Häufig, insbesondere betreffend Lebensversicherungen mit Abschluss in den Jahren 1995-2007 haben die Versicherer bei Lebensversicherungen und Rentenversicherungen verabsäumt, über das Gestaltungsrecht des Widerrufs nach § 5a VVG a.F. wirksam zu belehren. Dann läuft dieses Recht „ewig“ weiter, beispielsweise wenn die Belehrung irgendwo im Kleingedruckten versteckt steht, oder der Hinweis fehlt, dass rechtzeitige Absendung genügt, oder auf die Option des Widerrufs in Textform nicht hingewiesen worden war. Dieses Widerrufsrecht unterfällt beispielsweise auch der Verwaltungsbefugnis des Testamentsvollstreckers, §§ 331, 2205 II BGB: Der Erblasser könnte jedoch im Testament anordnen, dass gewisse Gestaltungsrechte nicht ausübt werden sollen.

Zahlt der Versicherer trotz wirksamem Widerruf den Rückkaufswert aus, muss er sich das Geld beim vormals widerruflich Bezugsberechtigten wiederholen (BGH, Urteil vom 02.06.2015, Az XI ZR 327/14), mit dem Risiko der Entreicherung, §§ 818 III, IV, 819 I BGB.
Beim wirksamen Widerruf wird sich der Versicherungsnehmer bzw. der Erbe diese frühere Auszahlung des Versicherers anrechnen lassen müssen und darf sich den Betrag beim Bezugsberechtigten wiederholen.

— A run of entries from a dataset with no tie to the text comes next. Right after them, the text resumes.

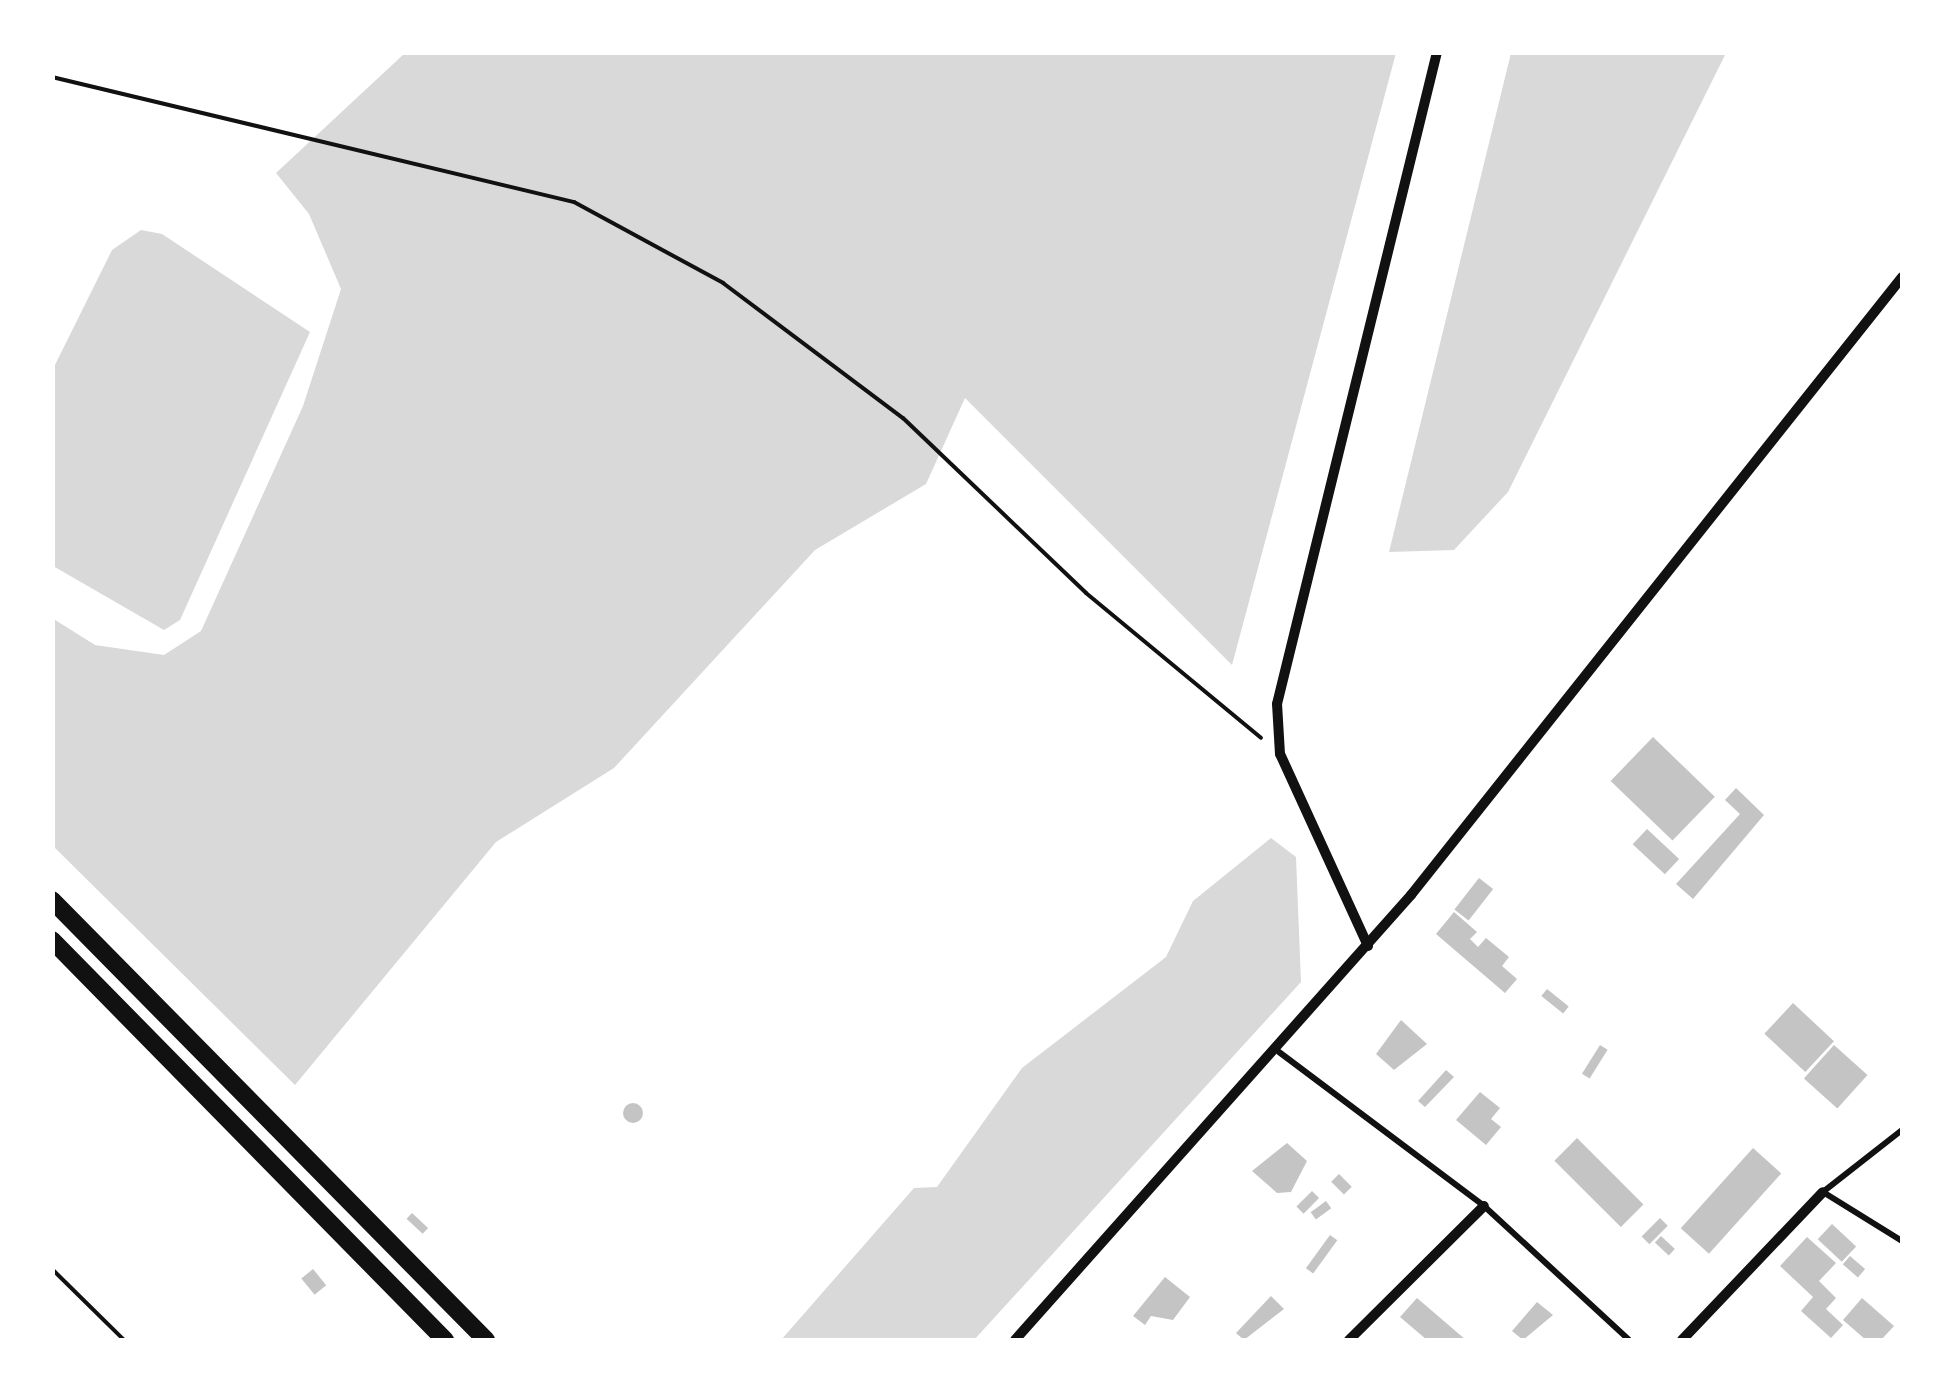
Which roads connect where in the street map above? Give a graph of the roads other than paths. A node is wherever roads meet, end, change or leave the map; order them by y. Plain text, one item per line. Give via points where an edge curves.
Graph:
1 (1436, 52) edge
2 (1902, 277) edge
3 (52, 900) edge
4 (52, 940) edge
5 (1368, 946) junction
6 (1280, 1052) junction
7 (1902, 1130) edge
8 (1823, 1192) junction
9 (1484, 1206) junction
10 (1902, 1241) edge
11 (446, 1340) edge
12 (486, 1340) edge
13 (1015, 1340) edge
14 (1349, 1340) edge
15 (1629, 1340) edge
16 (1682, 1340) edge

1 - 5 street via 1291,623 1280,754
2 - 5 street
3 - 12 main road
4 - 11 main road
5 - 6 street
6 - 9 lane
6 - 13 street
7 - 8 lane
8 - 10 lane
8 - 16 street
9 - 14 street
9 - 15 lane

Gleichwohl bietet der Widerruf die Aussicht auf erhebliche Nachzahlungen des Versicherers, weil er weder Abschluss- noch sonstige Kosten oder einkalkulierte Gewinne noch die wirtschaftlichen Vorteile der Kapitalnutzung für sich behalten darf.

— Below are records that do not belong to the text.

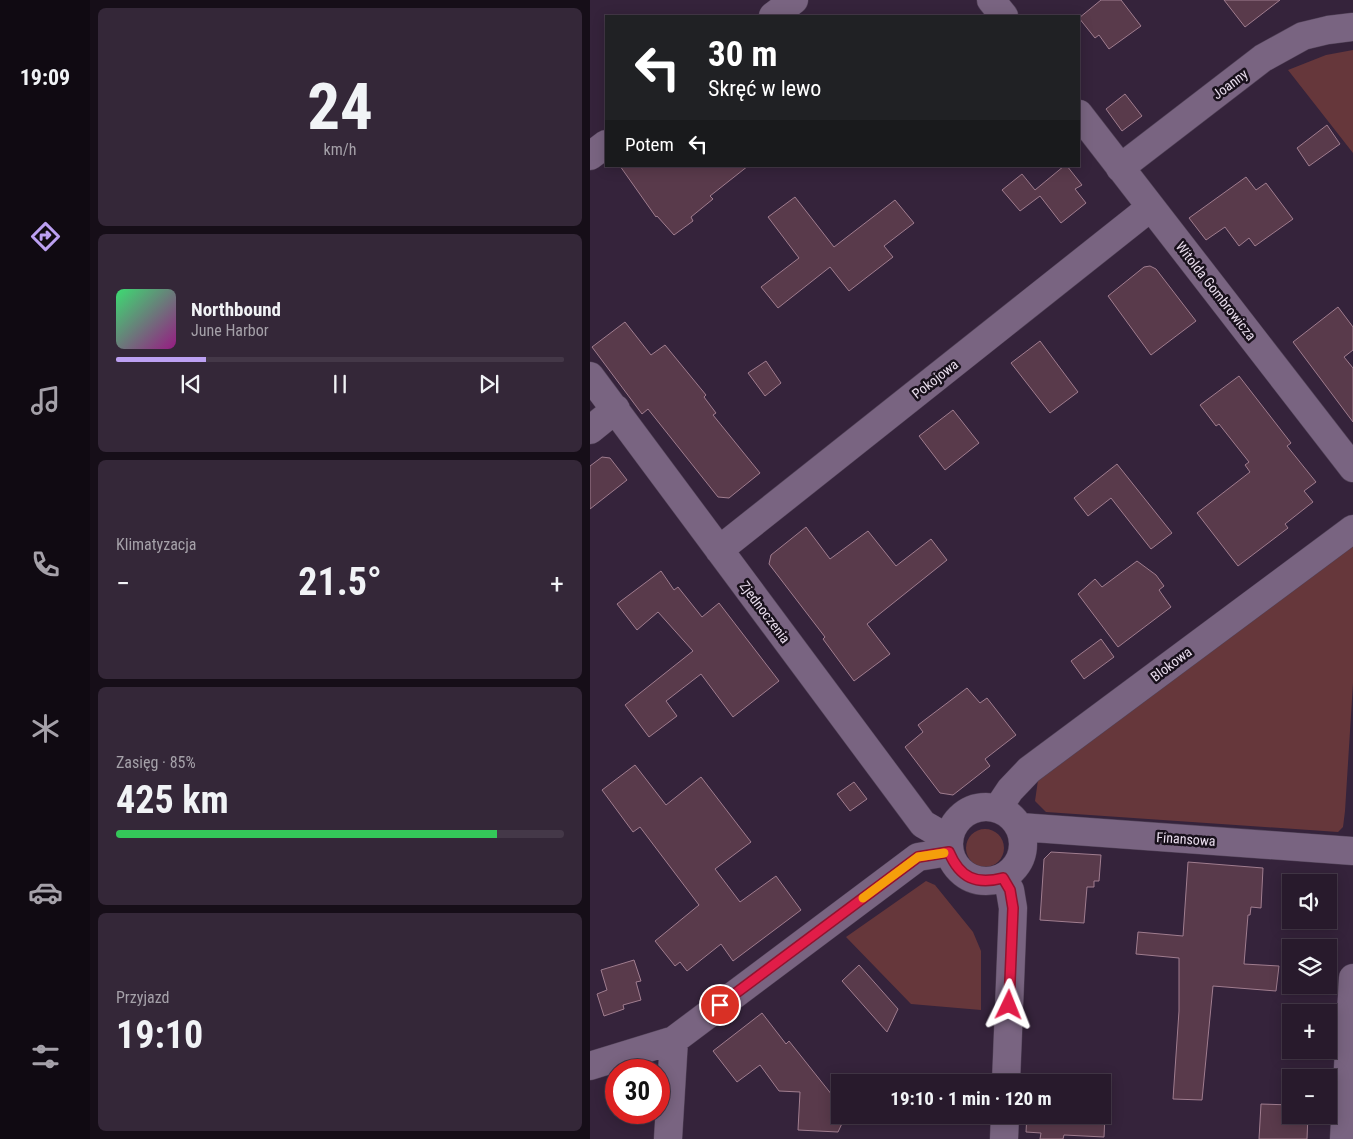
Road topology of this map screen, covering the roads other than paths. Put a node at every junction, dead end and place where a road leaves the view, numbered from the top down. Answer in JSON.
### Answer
{"nodes":[{"id":1,"x":794,"y":0,"type":"edge"},
{"id":2,"x":991,"y":0,"type":"edge"},
{"id":3,"x":774,"y":15,"type":"edge"},
{"id":4,"x":1003,"y":15,"type":"edge"},
{"id":5,"x":1353,"y":27,"type":"edge"},
{"id":6,"x":1080,"y":115,"type":"edge"},
{"id":7,"x":605,"y":145,"type":"edge"},
{"id":8,"x":590,"y":156,"type":"edge"},
{"id":9,"x":1120,"y":168,"type":"junction"},
{"id":10,"x":1150,"y":207,"type":"junction"},
{"id":11,"x":590,"y":376,"type":"edge"},
{"id":12,"x":616,"y":409,"type":"junction"},
{"id":13,"x":590,"y":430,"type":"edge"},
{"id":14,"x":1353,"y":468,"type":"edge"},
{"id":15,"x":1353,"y":529,"type":"edge"},
{"id":16,"x":719,"y":550,"type":"junction"},
{"id":17,"x":998,"y":808,"type":"junction"},
{"id":18,"x":1020,"y":827,"type":"junction"},
{"id":19,"x":949,"y":845,"type":"junction"},
{"id":20,"x":1353,"y":850,"type":"edge"},
{"id":21,"x":1003,"y":878,"type":"junction"},
{"id":22,"x":1353,"y":978,"type":"edge"},
{"id":23,"x":674,"y":1040,"type":"junction"},
{"id":24,"x":590,"y":1066,"type":"edge"},
{"id":25,"x":1006,"y":1074,"type":"edge"},
{"id":26,"x":1005,"y":1124,"type":"edge"},
{"id":27,"x":668,"y":1139,"type":"edge"},
{"id":28,"x":1004,"y":1139,"type":"edge"},
{"id":29,"x":1344,"y":1139,"type":"edge"}],
"edges":[{"from":1,"to":3,"type":"street"},
{"from":2,"to":4,"type":"street"},
{"from":5,"to":9,"type":"street","name":"Joanny"},
{"from":6,"to":9,"type":"street","name":"Witolda Gombrowicza"},
{"from":7,"to":8,"type":"street"},
{"from":9,"to":10,"type":"street","name":"Witolda Gombrowicza"},
{"from":10,"to":14,"type":"street","name":"Witolda Gombrowicza"},
{"from":10,"to":16,"type":"street","name":"Pokojowa"},
{"from":11,"to":12,"type":"street","name":"Zjednoczenia"},
{"from":12,"to":13,"type":"street"},
{"from":12,"to":16,"type":"street","name":"Zjednoczenia"},
{"from":15,"to":17,"type":"street","name":"Blokowa"},
{"from":16,"to":19,"type":"street","name":"Zjednoczenia"},
{"from":17,"to":18,"type":"street"},
{"from":17,"to":19,"type":"street"},
{"from":18,"to":20,"type":"street","name":"Finansowa"},
{"from":18,"to":21,"type":"street"},
{"from":19,"to":21,"type":"street"},
{"from":19,"to":23,"type":"street"},
{"from":21,"to":25,"type":"street"},
{"from":22,"to":29,"type":"street"},
{"from":23,"to":24,"type":"street"},
{"from":23,"to":27,"type":"street"},
{"from":26,"to":28,"type":"street"}]}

Auch wenn aus der Versicherung die Todesfallleistung an den Begünstigten ausgezahlt wurde, muss der Versicherer an die Erben nach Widerruf des Vertrages alle Beiträge zuzüglich aller Nutzungen zurückzahlen, aber die Risikobeiträge abziehen. Da er die Risikobeiträge behalten darf, schuldet der Versicherer zwangsläufig auch die damit bezahlte Todesfallleistung. Auch die kann der den Vertrag widerrufende Erbe aber sich beim Bezugsberechtigten holen, denn durch den Vertragswiderruf ist die Basis für das Bezugsrecht ebenfalls vernichtet.

Autoren:
*von Dr. Johannes Fiala, RA (München), RB, VB, MBA Finanzdienstleistungen (Univ.), MM (Univ.), Geprüfter Finanz- und Anlageberater (A.F.A.), Bankkaufmann (www.fiala.de)
und
Dipl.-Math. Peter A. Schramm, Sachverständiger für Versicherungsmathematik (Diethardt), Aktuar DAV, öffentlich bestellt und vereidigt von der IHK Frankfurt am Main für Versicherungsmathematik in der privaten Krankenversicherung (www.pkv-gutachter.de).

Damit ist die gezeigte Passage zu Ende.